Come and knock on my door…. We’ll be waiting for you…
At the Veto ceremony, Janelle obviously took herself off the block, which meant the inevitable happened: Erika put a livid, sunglass-wearing Danielle up on the block. The HOH then delivered a teary, lip-quivering speech about how she respected Danielle so much and loved her as a person and hated doing this and hoped that last night’s rant was just strategy. In response, Danielle said… nothing. She was just an ice cold statue of rage. Yeah, it was intense. Erika then stormed off, leaving the rest of the house guests to awkwardly sit around the couches and wish they were anywhere else in the house but there (George kept his eyes firmly planted on his feet).
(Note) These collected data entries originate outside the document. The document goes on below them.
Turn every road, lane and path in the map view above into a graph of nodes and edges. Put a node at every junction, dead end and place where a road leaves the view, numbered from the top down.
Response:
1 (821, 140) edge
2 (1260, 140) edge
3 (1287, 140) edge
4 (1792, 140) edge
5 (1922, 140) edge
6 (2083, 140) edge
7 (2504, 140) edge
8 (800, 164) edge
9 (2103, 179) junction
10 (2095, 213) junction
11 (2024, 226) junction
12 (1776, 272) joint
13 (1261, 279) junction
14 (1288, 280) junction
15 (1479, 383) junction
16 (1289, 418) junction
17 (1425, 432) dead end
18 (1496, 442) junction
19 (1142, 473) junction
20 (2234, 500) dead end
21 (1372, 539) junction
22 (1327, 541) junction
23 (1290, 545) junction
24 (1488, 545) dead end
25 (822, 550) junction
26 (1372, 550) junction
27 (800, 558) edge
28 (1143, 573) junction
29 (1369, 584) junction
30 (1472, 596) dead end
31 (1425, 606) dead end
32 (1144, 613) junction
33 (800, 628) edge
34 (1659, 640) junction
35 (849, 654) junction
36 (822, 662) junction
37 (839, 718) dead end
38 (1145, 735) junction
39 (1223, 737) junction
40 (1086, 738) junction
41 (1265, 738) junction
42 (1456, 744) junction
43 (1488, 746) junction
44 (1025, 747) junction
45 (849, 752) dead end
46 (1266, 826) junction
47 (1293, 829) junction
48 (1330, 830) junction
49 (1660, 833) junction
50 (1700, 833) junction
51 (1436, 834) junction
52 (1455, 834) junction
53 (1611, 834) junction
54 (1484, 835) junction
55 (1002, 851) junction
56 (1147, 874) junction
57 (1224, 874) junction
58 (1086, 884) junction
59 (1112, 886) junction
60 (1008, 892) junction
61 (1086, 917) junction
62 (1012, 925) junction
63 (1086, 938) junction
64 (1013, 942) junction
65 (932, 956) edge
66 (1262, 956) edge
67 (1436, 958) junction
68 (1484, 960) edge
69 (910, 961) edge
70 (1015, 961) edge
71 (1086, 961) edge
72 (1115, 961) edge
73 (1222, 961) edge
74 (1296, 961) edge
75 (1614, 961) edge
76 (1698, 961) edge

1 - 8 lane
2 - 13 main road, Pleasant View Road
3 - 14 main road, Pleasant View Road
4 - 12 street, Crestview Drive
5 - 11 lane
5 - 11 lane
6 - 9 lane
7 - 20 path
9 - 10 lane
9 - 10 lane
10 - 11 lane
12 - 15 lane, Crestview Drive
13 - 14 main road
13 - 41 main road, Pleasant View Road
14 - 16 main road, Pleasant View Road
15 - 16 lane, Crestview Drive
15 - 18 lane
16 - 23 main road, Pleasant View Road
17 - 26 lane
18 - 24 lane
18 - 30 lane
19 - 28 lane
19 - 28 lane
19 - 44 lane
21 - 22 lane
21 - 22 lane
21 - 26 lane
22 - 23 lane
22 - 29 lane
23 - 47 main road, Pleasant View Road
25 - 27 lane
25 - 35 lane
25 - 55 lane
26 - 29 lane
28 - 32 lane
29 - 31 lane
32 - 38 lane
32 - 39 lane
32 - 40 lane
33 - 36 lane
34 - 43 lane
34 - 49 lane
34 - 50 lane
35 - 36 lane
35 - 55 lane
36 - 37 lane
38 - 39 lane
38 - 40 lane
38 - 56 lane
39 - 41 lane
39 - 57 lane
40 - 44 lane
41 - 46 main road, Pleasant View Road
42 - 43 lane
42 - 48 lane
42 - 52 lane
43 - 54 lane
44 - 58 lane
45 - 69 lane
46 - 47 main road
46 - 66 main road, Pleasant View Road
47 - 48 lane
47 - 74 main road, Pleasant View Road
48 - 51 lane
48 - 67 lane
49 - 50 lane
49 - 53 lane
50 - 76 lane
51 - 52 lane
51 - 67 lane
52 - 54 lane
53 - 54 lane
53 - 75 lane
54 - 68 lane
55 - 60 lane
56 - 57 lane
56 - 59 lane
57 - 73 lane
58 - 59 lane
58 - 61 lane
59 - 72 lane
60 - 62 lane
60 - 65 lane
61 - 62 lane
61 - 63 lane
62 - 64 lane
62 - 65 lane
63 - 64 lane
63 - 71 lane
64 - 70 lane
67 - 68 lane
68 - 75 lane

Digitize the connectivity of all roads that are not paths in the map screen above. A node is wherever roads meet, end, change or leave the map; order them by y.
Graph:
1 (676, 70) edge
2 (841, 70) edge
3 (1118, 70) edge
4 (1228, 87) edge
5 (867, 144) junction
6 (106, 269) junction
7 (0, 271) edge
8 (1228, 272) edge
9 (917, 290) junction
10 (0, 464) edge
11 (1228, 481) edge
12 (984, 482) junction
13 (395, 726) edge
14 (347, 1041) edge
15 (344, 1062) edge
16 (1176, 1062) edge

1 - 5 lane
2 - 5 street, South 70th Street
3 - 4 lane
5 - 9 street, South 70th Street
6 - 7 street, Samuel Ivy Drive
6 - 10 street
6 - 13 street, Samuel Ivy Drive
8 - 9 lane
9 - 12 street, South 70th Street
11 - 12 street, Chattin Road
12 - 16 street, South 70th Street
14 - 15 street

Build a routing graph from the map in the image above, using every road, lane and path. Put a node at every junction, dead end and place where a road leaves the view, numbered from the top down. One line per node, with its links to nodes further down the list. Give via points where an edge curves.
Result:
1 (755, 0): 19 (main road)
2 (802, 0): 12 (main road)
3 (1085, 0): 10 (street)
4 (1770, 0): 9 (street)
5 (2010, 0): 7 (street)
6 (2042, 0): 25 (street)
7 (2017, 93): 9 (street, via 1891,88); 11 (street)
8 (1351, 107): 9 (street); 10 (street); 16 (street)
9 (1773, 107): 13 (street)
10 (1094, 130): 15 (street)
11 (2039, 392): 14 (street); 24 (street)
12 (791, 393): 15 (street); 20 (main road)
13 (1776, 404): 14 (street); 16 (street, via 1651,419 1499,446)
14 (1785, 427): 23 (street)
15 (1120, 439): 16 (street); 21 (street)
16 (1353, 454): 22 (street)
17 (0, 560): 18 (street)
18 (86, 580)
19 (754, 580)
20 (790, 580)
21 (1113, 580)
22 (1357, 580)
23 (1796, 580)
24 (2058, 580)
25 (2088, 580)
Afterwards, Danielle expressed how angry she was at Erika, but then told us, “Shame on me for trusting her.” Yup. Shame on you. You saw that she was aligning with Chill Town. You should have kept to your oath with Janelle.

As the episode ended, we then had another installment of Chill Town theater as the two guys performed another one of their once-annoying, now-lovable phone bits.
“Do you remember a couple weeks back when I got my showmance to put up her very best friend Marcellas, and then we evicted him?” Will asked.
“Yeah,” Boogie replied.
“Could I bother you to do that this week with your showmance? Just get her to put up her best friend, Danielle?” Will then said. Mike then said sure, no problem. Laughter ensued.
And once again, Chill Town notches another victory. Are they unstoppable? Can Danielle save herself? And is this season not getting better and better by the minute?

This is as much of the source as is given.